Yes, the data as presented does not match the conclusion. :-) To be clear: I think the mod works well across all difficulties.

Yes, the mod ship bonuses do not scale with difficulty level, and the mod author plays on a harder difficulty level than I do. However, the +12 dice from the mod ship bonus is a relatively small part of the 132 dice I have on offense (in the pic above).

Breaking down by percent chance on each die, (67 Strong dice * 40% chance per die) + (65 standard dice * 20% chance per die) = 39.8 average successes for Accuracy. Of that, the mod bonus of +12 strong dice contributed 4.8 avg successes or +12% of the overall Accuracy rating.

That +12% from the mod is not why ship combat felt easy to me.
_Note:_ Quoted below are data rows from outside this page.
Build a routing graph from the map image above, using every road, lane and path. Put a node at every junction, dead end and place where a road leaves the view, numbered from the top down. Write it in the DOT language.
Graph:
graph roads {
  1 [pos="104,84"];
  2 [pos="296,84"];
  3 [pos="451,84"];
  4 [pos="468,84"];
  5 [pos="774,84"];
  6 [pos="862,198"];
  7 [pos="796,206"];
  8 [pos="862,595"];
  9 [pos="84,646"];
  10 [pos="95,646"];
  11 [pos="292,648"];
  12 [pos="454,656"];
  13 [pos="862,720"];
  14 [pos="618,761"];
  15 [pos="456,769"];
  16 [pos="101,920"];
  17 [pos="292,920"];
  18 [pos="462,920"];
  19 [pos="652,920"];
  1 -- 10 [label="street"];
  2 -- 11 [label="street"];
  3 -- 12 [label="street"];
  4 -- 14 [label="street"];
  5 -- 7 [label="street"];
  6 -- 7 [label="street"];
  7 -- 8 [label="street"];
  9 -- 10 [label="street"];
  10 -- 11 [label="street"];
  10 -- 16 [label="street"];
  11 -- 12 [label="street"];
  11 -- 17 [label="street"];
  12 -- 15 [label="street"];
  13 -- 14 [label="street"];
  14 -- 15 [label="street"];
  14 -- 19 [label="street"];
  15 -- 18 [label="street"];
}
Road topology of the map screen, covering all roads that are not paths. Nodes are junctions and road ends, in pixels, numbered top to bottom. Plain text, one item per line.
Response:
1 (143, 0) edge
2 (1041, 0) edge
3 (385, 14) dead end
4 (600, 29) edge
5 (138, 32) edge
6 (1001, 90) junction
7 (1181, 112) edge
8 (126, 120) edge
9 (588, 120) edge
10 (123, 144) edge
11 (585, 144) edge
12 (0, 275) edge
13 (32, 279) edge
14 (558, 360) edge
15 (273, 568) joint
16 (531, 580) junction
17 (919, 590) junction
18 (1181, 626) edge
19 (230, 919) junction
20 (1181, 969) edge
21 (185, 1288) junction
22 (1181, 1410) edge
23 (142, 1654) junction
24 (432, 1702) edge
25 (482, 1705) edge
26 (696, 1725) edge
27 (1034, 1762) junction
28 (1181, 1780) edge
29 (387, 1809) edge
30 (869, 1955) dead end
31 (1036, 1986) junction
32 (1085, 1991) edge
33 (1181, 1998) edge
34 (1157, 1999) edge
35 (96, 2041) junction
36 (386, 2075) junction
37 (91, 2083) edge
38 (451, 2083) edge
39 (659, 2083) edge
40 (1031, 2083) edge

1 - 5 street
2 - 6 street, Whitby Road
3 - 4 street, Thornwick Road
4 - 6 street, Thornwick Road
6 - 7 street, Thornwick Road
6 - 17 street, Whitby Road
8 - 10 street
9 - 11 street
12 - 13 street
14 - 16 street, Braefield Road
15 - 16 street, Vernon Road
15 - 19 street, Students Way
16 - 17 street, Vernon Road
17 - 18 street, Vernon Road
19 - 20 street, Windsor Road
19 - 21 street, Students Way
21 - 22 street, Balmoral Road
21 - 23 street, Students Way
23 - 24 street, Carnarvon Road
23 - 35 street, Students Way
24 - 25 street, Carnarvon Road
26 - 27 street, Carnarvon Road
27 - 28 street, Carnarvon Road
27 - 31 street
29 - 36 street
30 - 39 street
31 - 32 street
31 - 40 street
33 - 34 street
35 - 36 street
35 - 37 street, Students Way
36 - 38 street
So therefor I conclude (based on my feelings plus a little data) that the mod is balanced.

There are three other big factors: my specific Officers contribute another +17 dice from their own personal bonuses (more than the +12 dice from the mod), my ship modules are also tuned for offense (and I am lacking a bit of defense), and in general everything below commander level 20 is easier (based on anecdotes from others).

By commander level 25 things are getting harder: I am taking damage, running scared from some fights mid-fight, and even lost an officer in crew combat. On my choice of Demanding difficulty.

The mod is great. It is good to understand what it does. Overall it really increases my enjoyment of the game.

Lets check in on the Officers of our corvette, the Harsh Mistress, at commander level 25.

They are:

Commander 18 / Navigator 8 / Diplomat 3
Crew Dog 16 / Navigator 8 / E-tech 1
Doctor 25
Engineer 7 / Gunner 12 / Pistoleer 4 (Combat Slot 3, Pistol)
Mechanic 11 / Crew Dog 10 / Pistoleer 4 (Combat Slot 1, Pistol)
Navigator 14 / E-Tech 8 / Diplomat 3
Pilot 17 / Gunner 6 / E-Tech 1
Quartermaster 12 / E-Tech 11 / Navigator 1
Soldier 18 / Pilot 7 (Combat Slot 2, Shotgun)
Soldier 9 (Combat Slot 4, Assault Rifle)

SGT Wolf Banecast is no longer on the ship. He was wounded in a crew battle, when the ship was boarded by an enemy craft. My crew won the fight, but he fell. Although his health recovered his morale did not, and he left the ship on the next planet. Tassana has been promoted to SGT, and our new CPL Calavarn was hired.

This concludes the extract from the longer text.